[[ MATERIAL PROVIDED open ]]

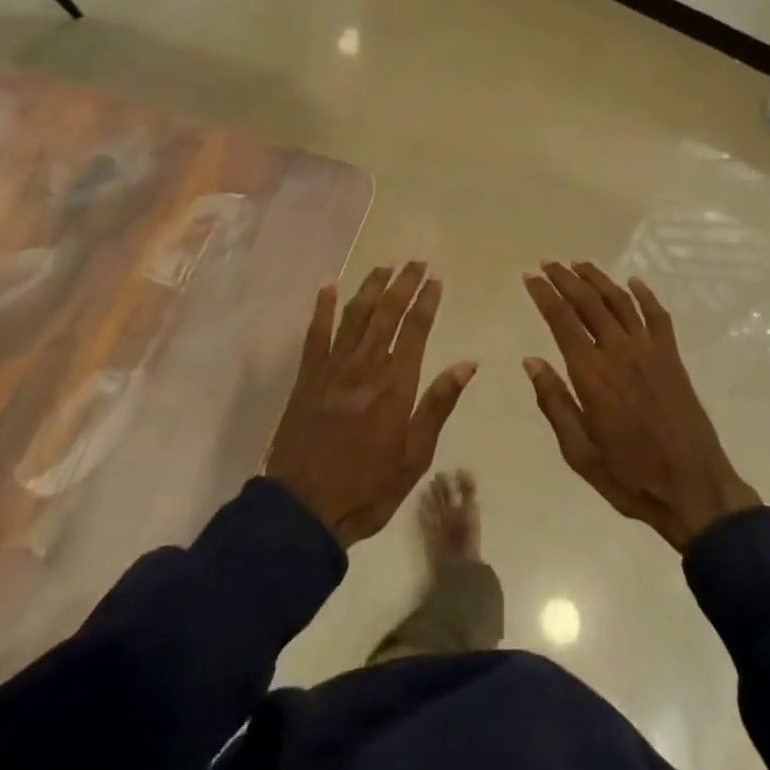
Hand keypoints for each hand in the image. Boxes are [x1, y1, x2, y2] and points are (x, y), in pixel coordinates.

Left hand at [265, 262, 475, 546]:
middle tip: (416, 259)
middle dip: (403, 283)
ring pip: (355, 315)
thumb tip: (467, 363)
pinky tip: (329, 285)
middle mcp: (364, 366)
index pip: (415, 330)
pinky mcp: (307, 377)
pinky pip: (316, 333)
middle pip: (387, 313)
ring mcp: (332, 369)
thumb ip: (438, 405)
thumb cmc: (368, 487)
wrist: (302, 509)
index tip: (436, 278)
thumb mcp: (414, 456)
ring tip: (385, 266)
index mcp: (395, 385)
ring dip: (371, 286)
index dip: (426, 301)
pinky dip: (323, 307)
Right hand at [523, 262, 759, 551]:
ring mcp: (650, 351)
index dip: (544, 294)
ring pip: (620, 301)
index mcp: (591, 375)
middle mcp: (619, 352)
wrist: (694, 489)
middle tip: (548, 264)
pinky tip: (633, 282)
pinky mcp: (673, 357)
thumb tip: (532, 361)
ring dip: (598, 279)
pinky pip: (658, 315)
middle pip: (588, 302)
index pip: (562, 320)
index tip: (530, 277)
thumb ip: (554, 402)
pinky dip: (644, 294)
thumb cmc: (630, 477)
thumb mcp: (579, 451)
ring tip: (579, 264)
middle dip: (565, 278)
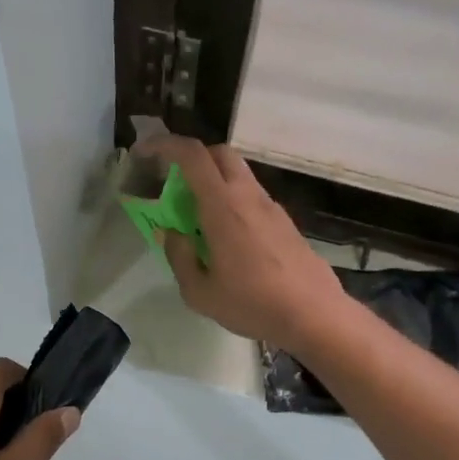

[[ MATERIAL PROVIDED closed ]]

DESCRIPTION OF THE TASK: Return only the part of the records above that opens with the line containing "Left hand at" and closes with the line containing "index dip: (544, 294)", ends included.

EXERCISE RESULT:
Left hand at [265, 262, 475, 546]:
middle tip: (416, 259)
middle dip: (403, 283)
ring pip: (355, 315)
thumb tip: (467, 363)
pinky tip: (329, 285)
middle mcp: (364, 366)
index pip: (415, 330)
pinky mcp: (307, 377)
pinky pip: (316, 333)
middle pip: (387, 313)
ring mcp: (332, 369)
thumb ip: (438, 405)
thumb cmc: (368, 487)
wrist: (302, 509)
index tip: (436, 278)
thumb mcp: (414, 456)
ring tip: (385, 266)
index mcp: (395, 385)
ring dip: (371, 286)
index dip: (426, 301)
pinky dip: (323, 307)
Right hand at [523, 262, 759, 551]:
ring mcp: (650, 351)
index dip: (544, 294)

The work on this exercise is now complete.